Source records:
_ _ _ _ _ _ _

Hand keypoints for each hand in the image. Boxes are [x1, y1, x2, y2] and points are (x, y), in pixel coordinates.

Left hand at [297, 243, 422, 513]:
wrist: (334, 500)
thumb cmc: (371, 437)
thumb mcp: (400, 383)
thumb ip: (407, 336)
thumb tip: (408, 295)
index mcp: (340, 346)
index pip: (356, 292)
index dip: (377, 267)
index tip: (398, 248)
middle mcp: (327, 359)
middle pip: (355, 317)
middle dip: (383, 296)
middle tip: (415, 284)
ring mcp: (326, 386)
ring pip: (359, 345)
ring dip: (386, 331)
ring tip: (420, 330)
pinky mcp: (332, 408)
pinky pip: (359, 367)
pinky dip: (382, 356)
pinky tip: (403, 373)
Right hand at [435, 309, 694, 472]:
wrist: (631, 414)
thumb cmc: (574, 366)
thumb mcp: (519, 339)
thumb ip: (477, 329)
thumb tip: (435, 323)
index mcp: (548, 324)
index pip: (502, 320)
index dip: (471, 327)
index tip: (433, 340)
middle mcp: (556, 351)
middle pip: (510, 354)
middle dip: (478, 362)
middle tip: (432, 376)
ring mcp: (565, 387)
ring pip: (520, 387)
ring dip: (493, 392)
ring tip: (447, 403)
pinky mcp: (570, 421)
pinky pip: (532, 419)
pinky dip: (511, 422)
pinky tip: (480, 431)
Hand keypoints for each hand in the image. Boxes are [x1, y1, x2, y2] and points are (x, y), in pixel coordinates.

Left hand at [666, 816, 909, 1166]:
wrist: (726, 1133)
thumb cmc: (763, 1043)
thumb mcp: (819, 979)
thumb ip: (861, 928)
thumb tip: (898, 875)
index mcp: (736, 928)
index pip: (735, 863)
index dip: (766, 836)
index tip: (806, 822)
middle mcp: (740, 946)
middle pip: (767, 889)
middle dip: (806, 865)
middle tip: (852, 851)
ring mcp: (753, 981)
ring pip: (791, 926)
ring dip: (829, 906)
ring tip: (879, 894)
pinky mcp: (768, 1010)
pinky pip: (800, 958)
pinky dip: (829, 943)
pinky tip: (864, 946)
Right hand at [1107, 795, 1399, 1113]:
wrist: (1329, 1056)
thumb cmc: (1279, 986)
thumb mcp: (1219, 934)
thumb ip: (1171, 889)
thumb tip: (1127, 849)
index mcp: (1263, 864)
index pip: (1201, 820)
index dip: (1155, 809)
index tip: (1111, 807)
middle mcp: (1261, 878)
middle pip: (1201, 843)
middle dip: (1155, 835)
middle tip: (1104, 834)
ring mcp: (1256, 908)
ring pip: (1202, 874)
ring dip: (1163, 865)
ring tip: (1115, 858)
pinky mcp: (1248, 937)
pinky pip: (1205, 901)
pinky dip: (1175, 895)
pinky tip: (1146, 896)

_ _ _ _ _ _ _

## TASK INSTRUCTIONS
Give again, word for word, the records from their first line to the one with "thumb mcp: (819, 979)", and leave out all else.

## EXPECTED ANSWER
Hand keypoints for each hand in the image. Boxes are [x1, y1, x2, y2] and points are (x, y), in pixel coordinates.

Left hand at [297, 243, 422, 513]:
wrist: (334, 500)
thumb cmc: (371, 437)
thumb mcp: (400, 383)
thumb ip: (407, 336)
thumb tip: (408, 295)
index mcp: (340, 346)
index pip: (356, 292)
index dip: (377, 267)
index tip: (398, 248)
middle mcp: (327, 359)
middle pip: (355, 317)
middle dip: (383, 296)
middle tip: (415, 284)
ring mcp: (326, 386)
ring pip: (359, 345)
ring dip: (386, 331)
ring tip: (420, 330)
pinky mcp: (332, 408)
pinky pip: (359, 367)
pinky dip: (382, 356)
pinky tip: (403, 373)
Right hand at [435, 309, 694, 472]:
wrist: (631, 414)
thumb cmc: (574, 366)
thumb mcp: (519, 339)
thumb ip: (477, 329)
thumb tip: (435, 323)
index mcp: (548, 324)
index pip: (502, 320)
index dip: (471, 327)
index tip: (433, 340)
middle mcp: (556, 351)
middle pip: (510, 354)
middle dip: (478, 362)
middle tip: (432, 376)
ring mcp: (565, 387)
ring pip: (520, 387)
ring dip: (493, 392)
ring tip: (447, 403)
pinky mcp: (570, 421)
pinky pip: (532, 419)
pinky dip: (511, 422)
pinky tip: (480, 431)
Hand keypoints for each hand in the image. Boxes are [x1, y1, x2, y2] and points are (x, y), in pixel coordinates.

Left hand at [666, 816, 909, 1166]:
wrist: (726, 1133)
thumb cmc: (763, 1043)
thumb mcp: (819, 979)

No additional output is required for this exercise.